Historically sci-fi setting paint spacetravel and combat with a nautical tone. Ships turn to "port", move "ahead 1/3" and fire on targets to their "stern" or "starboard".

2300 seems at times to have a very NASA feel to it, IMHO, and there is a good argument that the future of spaceflight will pattern its terminology after current air-space technology, or develop its own rather than borrowing naval terms and perspectives.

Thoughts?
 
In the SG1 TV series it was the airforce that got to fly the starships that were built in the later series.

I always thought that was pretty original since, as you say, most sci-fi has the space navy fly the ships.
 
Ive been researching and making a list of aerospace terms, some remotely familiar to even the most casual of space fans, to sort of lend the right atmosphere to the game.
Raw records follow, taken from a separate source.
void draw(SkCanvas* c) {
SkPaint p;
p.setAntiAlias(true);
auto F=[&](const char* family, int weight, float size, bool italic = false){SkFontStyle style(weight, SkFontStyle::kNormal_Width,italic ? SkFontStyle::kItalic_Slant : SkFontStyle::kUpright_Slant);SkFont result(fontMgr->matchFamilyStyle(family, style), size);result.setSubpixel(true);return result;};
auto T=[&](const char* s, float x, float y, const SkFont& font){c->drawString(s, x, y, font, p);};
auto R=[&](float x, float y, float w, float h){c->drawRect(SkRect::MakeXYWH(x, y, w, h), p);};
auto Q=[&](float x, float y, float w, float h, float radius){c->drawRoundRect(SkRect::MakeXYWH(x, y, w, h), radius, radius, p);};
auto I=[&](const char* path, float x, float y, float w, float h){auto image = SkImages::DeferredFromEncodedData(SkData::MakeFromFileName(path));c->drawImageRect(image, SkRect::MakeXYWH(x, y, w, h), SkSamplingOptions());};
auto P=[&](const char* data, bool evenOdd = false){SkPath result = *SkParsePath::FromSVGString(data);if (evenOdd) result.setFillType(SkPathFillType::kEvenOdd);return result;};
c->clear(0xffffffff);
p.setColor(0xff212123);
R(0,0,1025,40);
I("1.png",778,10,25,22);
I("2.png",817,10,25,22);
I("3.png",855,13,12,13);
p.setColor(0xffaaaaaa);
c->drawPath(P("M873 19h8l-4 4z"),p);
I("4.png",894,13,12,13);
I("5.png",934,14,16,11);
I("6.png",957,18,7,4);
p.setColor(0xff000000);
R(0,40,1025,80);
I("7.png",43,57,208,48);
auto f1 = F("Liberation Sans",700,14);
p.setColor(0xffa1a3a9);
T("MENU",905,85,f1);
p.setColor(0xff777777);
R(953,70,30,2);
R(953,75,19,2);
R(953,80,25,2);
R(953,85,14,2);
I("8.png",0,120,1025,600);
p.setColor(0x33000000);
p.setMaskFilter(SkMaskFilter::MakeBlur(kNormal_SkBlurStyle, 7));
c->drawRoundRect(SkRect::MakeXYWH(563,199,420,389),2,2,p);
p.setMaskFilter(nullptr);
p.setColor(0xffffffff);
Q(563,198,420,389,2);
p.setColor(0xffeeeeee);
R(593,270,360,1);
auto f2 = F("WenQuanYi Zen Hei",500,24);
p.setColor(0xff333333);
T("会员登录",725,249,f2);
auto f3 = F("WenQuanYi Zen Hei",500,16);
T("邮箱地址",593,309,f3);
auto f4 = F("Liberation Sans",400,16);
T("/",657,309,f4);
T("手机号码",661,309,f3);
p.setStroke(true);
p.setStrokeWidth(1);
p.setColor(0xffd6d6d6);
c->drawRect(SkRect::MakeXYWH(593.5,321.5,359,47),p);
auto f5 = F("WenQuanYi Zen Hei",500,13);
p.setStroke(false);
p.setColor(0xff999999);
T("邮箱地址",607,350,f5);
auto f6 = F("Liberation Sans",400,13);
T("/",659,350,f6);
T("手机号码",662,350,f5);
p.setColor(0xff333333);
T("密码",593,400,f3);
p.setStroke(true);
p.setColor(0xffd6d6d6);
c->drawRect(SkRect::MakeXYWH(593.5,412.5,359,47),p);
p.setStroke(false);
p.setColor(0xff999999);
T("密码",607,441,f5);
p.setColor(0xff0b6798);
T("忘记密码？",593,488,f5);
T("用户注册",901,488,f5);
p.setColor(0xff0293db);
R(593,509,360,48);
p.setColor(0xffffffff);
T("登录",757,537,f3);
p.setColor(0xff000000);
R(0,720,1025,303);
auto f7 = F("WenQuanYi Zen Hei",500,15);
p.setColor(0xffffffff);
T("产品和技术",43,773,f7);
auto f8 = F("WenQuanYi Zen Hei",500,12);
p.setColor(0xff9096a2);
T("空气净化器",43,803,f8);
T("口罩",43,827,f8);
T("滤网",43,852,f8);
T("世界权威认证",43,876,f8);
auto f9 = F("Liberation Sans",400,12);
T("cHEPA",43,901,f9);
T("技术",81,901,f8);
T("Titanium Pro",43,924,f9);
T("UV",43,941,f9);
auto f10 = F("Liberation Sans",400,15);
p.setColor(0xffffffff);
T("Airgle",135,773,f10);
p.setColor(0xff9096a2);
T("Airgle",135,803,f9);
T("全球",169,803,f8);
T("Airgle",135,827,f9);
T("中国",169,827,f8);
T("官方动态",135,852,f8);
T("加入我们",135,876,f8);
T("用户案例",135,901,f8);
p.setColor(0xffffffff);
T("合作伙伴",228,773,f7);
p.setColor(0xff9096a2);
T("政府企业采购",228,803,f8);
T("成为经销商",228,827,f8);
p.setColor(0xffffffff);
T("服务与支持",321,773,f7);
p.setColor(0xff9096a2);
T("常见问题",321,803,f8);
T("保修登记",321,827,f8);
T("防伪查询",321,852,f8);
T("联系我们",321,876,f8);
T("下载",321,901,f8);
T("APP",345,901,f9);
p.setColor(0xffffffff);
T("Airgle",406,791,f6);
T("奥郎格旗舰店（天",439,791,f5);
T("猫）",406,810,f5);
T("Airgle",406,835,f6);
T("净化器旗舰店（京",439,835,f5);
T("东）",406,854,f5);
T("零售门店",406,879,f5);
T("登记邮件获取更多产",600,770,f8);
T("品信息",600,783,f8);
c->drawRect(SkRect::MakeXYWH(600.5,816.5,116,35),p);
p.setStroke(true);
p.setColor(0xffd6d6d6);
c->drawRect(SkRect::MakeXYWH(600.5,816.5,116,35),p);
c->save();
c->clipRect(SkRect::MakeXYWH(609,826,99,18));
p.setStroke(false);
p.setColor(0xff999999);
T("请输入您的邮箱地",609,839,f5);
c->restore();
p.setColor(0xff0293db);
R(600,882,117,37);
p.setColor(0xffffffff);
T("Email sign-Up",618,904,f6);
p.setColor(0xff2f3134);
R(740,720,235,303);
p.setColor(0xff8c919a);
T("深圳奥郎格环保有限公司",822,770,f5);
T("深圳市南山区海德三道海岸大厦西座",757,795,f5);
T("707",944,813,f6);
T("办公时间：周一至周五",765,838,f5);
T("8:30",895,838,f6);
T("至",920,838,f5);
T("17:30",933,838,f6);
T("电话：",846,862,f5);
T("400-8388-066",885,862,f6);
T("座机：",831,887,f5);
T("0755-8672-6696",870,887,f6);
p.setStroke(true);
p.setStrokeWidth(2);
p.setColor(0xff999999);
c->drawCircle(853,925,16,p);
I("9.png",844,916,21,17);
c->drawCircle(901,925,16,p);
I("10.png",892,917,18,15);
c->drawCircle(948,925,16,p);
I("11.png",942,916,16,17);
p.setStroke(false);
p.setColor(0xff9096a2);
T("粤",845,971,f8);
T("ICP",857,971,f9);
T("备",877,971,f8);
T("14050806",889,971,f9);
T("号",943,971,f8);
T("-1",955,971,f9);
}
Drop some phrases like..

Your pilot performs a 10 minute OTM (Orbital Trim Maneuver) and establishes a Clark orbit (geostationary)

The Maser looks fried and we are barely getting anything on the HGA, High Gain Antennae. At this speed the doppler is a real bitch as well. We wont be hearing from anybody for a while.

Give us a 30 degree right azimuth on the bouy and see what another hour at that heading does for us.

even if not technically accurate, they appear just scientific to be "cool" and really lend some atmosphere, helping the players see 2300 in the right light.